Output all of the lines below exactly, and leave out each image.

*** Available data Section Begins ***

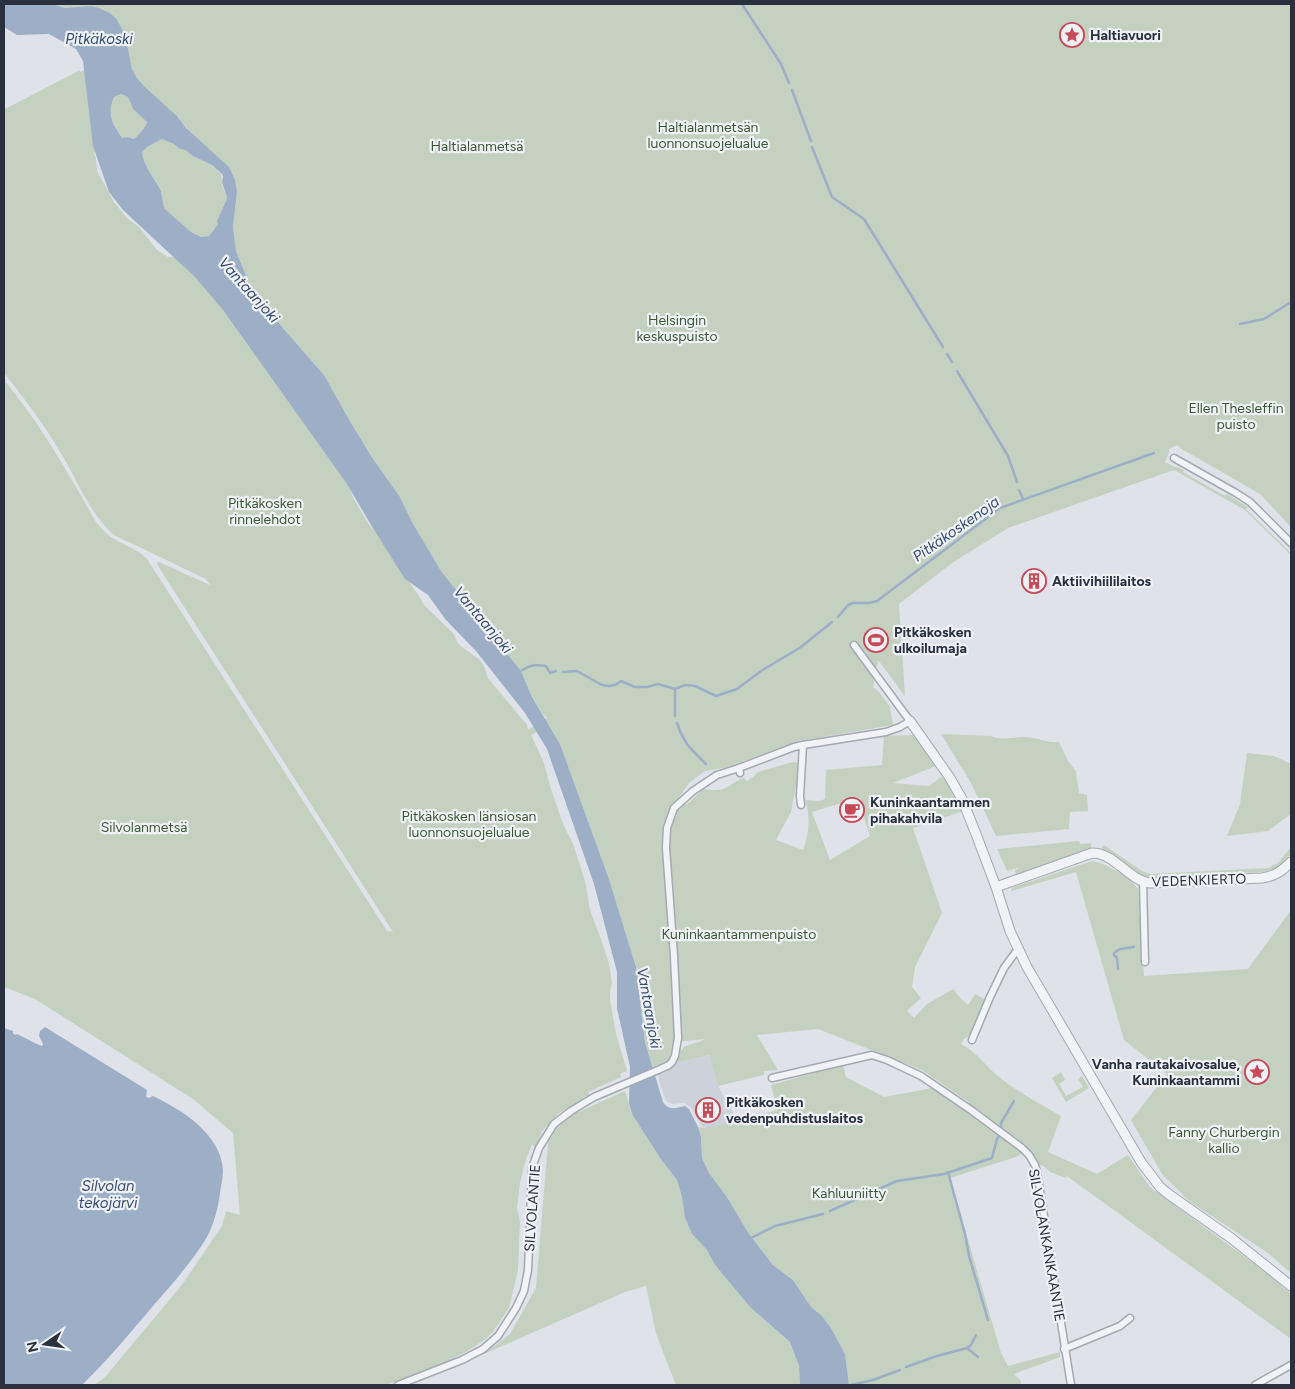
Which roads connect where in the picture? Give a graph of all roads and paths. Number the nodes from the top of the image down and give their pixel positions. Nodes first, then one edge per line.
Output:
1 (1174, 458) dead end
2 (1291, 543) edge
3 (854, 645) dead end
4 (910, 721) junction
5 (803, 745) junction
6 (802, 805) dead end
7 (1291, 862) edge
8 (1143, 882) junction
9 (996, 887) junction
10 (1018, 949) junction
11 (1145, 962) dead end
12 (973, 1042) dead end
13 (772, 1078) dead end
14 (1291, 1286) edge
15 (1130, 1318) dead end
16 (1064, 1349) junction
17 (1291, 1365) edge
18 (398, 1385) edge
19 (1071, 1385) edge
20 (1255, 1385) edge

1 - 2 street
3 - 4 street
4 - 5 street, SILVOLANTIE
4 - 9 street
5 - 6 street
5 - 18 street, SILVOLANTIE
7 - 8 street, VEDENKIERTO
8 - 9 street, VEDENKIERTO
8 - 11 street
9 - 10 street
10 - 12 street
10 - 14 street
13 - 16 street, SILVOLANKANKAANTIE
15 - 16 street
16 - 19 street, SILVOLANKANKAANTIE
17 - 20 street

*** Available data Section Ends ***

Problem solution>
Which roads connect where in the picture? Give a graph of all roads and paths. Number the nodes from the top of the image down and give their pixel positions. Nodes first, then one edge per line.
Output:
1 (1174, 458) dead end
2 (1291, 543) edge
3 (854, 645) dead end
4 (910, 721) junction
5 (803, 745) junction
6 (802, 805) dead end
7 (1291, 862) edge
8 (1143, 882) junction
9 (996, 887) junction
10 (1018, 949) junction
11 (1145, 962) dead end
12 (973, 1042) dead end
13 (772, 1078) dead end
14 (1291, 1286) edge
15 (1130, 1318) dead end
16 (1064, 1349) junction
17 (1291, 1365) edge
18 (398, 1385) edge
19 (1071, 1385) edge
20 (1255, 1385) edge

1 - 2 street
3 - 4 street
4 - 5 street, SILVOLANTIE
4 - 9 street
5 - 6 street
5 - 18 street, SILVOLANTIE
7 - 8 street, VEDENKIERTO
8 - 9 street, VEDENKIERTO
8 - 11 street
9 - 10 street
10 - 12 street
10 - 14 street
13 - 16 street, SILVOLANKANKAANTIE
15 - 16 street
16 - 19 street, SILVOLANKANKAANTIE
17 - 20 street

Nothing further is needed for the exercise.